Blondie und ihr blauer Flitzer – Reise in die Vergangenheit #5
Wochen später
Es klingelt an unserer Haustür. Eine fremde Frau möchte wissen, ob wir den Namen von Blondie kennen würden. Es gibt immer noch keinen Namen am Klingelschild.
Da sich Blondie bis dahin nicht vorgestellt hat, muss ich verneinen. Als sie die vielen Fragezeichen in meinem Gesicht sieht, erhalte ich die Erklärung für ihre Neugier.
Blondie hatte bei der Geschäftsfrau Kleidung zum Anprobieren mitgenommen, sie aber weder bezahlt noch zurückgebracht. Sie hatte aber die richtige Adresse angegeben. Sie leidet Höllenqualen, da sie ihre Ware auf einem Kleiderständer sieht, der direkt am Fenster steht. Zur Polizei wagt sie auch nicht zu gehen, da sie Angst vor Racheaktionen habe. Blondie und gewalttätig? Unglaublich! Diese Sorge ist wohl eher anderen Umständen zuzuschreiben als der Haarfarbe.
Die einzige Hilfe, die ich anbieten kann, ist, den Namen und die Adresse des Vermieters zu nennen. Vielleicht kann der ihr ja weiterhelfen. Was daraus geworden ist, weiß ich nicht. Der Kleiderständer hängt weiterhin voller Sachen.
Einige Wochen später
Den Höhepunkt von Blondies intellektueller Verarbeitung der Frage „Wie parke ich heute?“ dokumentiert die folgende Aufnahme:
Ich schau zufällig zum Dachfenster hinaus. Welche ein vertrautes Bild. Unser Besuch hatte sein Auto vor unserer Haustür abgestellt. Später stellte unsere Zweit-Lieblingsnachbarin (von der (Erst-Lieblingsnachbarin erzähle ich später) ihren Wagen genau gegenüber ab. Es ist ihr, ich weiß nicht mehr, der wievielte Versuch, dem § 1 der StVO eine persönliche Interpretation zukommen zu lassen.
Kaum habe ich die Aufnahme gemacht, ertönt ein wildes Gehupe. Ich gehe auf die Straße und stelle fest, dass es der Müllwagenfahrer ist.
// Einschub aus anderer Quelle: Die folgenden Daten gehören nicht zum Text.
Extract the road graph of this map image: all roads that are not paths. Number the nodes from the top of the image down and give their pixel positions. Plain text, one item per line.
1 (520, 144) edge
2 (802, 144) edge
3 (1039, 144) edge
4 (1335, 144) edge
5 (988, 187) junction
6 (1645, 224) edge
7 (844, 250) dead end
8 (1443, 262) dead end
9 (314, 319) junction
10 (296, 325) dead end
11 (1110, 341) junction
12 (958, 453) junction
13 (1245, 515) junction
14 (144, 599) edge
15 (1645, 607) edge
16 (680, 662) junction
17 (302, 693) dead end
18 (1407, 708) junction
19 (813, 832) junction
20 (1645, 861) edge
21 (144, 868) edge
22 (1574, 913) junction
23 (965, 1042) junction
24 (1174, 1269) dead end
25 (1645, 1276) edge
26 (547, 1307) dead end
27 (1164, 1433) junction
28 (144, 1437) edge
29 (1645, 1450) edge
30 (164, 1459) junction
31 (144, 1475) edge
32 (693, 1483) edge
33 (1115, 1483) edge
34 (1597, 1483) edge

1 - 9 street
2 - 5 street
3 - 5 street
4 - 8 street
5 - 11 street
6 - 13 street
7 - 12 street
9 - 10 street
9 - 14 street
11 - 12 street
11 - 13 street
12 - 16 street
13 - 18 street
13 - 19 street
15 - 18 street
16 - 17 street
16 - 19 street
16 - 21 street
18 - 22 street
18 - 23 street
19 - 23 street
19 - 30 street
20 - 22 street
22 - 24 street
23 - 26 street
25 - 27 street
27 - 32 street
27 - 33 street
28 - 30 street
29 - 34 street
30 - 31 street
Er hat keine Chance weiterzufahren!
Ich weise ihn auf Blondies blauen Flitzer hin und schlage ihm vor, die Dame herauszuklingeln und ihr gehörig die Meinung zu sagen. Mit unverhohlener Schadenfreude hoffe ich nun auf einen amüsanten Wortwechsel. Leider tut er mir nicht den Gefallen. Er legt sich auf seine Hupe und wartet gelassen ab. Er scheint nicht zum ersten Mal eine solche Situation zu erleben.
Und wirklich – in Nullkommanichts kommt sie aus ihrer Wohnung herausgeschossen. Laut schimpft sie zu mir herüber, dass es eine Unverschämtheit sei, das andere Auto dort abzustellen. Mit königlich erhobenem Haupt rauscht sie davon. Unrechtsbewusstsein? Eine kurze Entschuldigung zum Müllwagenfahrer?
Keine Spur. Ihr Lebensmotto lautet wohl: „Ich bin, also darf ich.“
Ich glaube, es ist nachvollziehbar: Wenn ich zum Fenster hinaus schaue und Blau sehe, sehe ich sofort rot.